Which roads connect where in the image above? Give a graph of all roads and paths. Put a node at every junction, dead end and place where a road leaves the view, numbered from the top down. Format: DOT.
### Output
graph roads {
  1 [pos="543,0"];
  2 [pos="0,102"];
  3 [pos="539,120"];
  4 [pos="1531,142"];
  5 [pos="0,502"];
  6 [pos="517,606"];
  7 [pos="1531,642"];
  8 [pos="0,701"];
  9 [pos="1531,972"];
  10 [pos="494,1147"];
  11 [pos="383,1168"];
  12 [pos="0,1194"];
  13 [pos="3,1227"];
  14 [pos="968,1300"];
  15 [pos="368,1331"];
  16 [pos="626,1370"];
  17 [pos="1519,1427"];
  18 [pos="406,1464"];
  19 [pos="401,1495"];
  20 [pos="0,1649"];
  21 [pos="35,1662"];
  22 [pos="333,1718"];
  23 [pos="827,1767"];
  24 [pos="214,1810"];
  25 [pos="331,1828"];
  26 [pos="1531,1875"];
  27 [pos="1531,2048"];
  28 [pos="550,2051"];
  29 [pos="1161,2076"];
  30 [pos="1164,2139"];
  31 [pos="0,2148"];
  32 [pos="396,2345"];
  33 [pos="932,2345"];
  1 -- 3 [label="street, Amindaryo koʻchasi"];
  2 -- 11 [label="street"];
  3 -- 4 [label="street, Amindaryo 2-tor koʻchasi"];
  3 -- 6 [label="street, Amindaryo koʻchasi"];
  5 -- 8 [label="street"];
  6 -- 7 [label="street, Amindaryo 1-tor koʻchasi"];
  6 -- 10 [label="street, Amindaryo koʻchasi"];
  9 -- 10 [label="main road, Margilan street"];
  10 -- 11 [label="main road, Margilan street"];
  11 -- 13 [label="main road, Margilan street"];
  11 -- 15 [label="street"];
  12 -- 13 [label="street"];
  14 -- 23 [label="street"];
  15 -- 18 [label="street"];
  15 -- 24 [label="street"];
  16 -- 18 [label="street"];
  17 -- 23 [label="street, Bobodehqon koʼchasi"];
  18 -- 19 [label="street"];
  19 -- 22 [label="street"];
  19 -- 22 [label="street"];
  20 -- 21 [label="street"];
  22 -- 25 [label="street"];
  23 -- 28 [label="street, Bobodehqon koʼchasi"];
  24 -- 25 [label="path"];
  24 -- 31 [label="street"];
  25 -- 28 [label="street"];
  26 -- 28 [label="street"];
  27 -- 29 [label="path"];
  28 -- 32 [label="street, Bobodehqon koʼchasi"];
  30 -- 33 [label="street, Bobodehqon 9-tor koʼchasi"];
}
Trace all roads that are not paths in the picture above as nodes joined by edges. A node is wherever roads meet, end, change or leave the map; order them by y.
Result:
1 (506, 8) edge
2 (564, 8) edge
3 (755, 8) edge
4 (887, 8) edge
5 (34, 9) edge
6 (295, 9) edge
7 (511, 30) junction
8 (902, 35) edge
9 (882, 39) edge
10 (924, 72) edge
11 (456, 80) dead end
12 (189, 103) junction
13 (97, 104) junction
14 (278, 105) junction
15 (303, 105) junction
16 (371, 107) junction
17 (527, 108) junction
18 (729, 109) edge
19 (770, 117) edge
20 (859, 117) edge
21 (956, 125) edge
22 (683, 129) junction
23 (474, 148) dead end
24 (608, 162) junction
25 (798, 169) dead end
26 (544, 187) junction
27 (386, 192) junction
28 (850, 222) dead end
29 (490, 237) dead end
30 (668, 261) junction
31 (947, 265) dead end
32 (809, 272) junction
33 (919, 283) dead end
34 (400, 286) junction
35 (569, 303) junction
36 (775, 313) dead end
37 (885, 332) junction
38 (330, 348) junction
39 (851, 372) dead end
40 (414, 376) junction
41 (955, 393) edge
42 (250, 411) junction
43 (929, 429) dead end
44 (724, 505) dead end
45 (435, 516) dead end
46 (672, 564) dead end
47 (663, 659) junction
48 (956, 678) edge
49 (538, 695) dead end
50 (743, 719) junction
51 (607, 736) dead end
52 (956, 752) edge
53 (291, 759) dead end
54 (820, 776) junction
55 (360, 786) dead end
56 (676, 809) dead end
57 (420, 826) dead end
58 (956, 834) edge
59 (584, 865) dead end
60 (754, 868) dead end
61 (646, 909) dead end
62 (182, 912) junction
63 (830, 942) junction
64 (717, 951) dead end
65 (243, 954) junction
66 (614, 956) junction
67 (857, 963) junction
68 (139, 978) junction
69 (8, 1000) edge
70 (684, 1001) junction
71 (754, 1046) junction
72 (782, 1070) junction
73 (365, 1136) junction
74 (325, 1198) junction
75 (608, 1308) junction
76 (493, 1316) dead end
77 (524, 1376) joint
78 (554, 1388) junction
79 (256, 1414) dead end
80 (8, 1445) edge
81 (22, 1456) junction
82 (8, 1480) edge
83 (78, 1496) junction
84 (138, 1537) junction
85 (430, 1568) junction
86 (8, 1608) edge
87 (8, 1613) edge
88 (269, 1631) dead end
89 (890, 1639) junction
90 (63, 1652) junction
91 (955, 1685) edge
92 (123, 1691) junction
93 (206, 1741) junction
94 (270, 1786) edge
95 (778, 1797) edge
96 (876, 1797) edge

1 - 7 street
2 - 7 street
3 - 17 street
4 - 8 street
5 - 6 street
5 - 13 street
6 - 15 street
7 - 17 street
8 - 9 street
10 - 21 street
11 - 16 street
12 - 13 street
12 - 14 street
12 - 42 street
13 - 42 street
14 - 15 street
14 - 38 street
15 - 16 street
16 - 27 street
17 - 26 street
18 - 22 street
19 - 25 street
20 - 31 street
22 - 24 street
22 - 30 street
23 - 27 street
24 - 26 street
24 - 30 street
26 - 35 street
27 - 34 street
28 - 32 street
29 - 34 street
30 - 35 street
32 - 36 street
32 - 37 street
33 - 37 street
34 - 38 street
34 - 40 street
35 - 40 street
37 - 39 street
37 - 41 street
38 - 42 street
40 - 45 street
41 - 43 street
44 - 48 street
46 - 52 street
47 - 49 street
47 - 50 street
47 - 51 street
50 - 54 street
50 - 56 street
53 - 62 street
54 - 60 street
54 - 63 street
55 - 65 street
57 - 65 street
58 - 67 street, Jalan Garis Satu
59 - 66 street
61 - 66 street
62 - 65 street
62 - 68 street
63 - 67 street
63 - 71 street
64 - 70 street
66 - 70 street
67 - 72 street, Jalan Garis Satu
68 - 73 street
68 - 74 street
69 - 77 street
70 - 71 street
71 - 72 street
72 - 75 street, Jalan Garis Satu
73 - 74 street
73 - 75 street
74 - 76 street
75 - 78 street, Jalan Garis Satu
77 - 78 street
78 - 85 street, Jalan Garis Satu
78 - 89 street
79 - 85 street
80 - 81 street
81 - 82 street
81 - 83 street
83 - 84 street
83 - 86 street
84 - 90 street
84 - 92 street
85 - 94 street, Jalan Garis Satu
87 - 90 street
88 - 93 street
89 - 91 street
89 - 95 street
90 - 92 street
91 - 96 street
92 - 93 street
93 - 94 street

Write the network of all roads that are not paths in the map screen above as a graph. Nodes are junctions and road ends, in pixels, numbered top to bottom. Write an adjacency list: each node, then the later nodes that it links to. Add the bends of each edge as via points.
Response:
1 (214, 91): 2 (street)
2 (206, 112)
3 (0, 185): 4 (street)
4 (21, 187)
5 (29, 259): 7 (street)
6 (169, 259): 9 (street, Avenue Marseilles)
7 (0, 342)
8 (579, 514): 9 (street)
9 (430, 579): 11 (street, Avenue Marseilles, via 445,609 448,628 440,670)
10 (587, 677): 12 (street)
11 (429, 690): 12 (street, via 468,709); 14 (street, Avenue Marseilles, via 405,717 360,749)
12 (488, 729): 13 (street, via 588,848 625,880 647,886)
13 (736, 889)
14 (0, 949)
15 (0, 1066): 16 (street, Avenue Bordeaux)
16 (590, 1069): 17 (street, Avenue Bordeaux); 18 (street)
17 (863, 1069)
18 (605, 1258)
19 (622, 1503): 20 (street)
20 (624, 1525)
•••••
Copy each line of the records that has "Avenue" in it.

6 (169, 259): 9 (street, Avenue Marseilles)
9 (430, 579): 11 (street, Avenue Marseilles, via 445,609 448,628 440,670)
11 (429, 690): 12 (street, via 468,709); 14 (street, Avenue Marseilles, via 405,717 360,749)
15 (0, 1066): 16 (street, Avenue Bordeaux)
16 (590, 1069): 17 (street, Avenue Bordeaux); 18 (street)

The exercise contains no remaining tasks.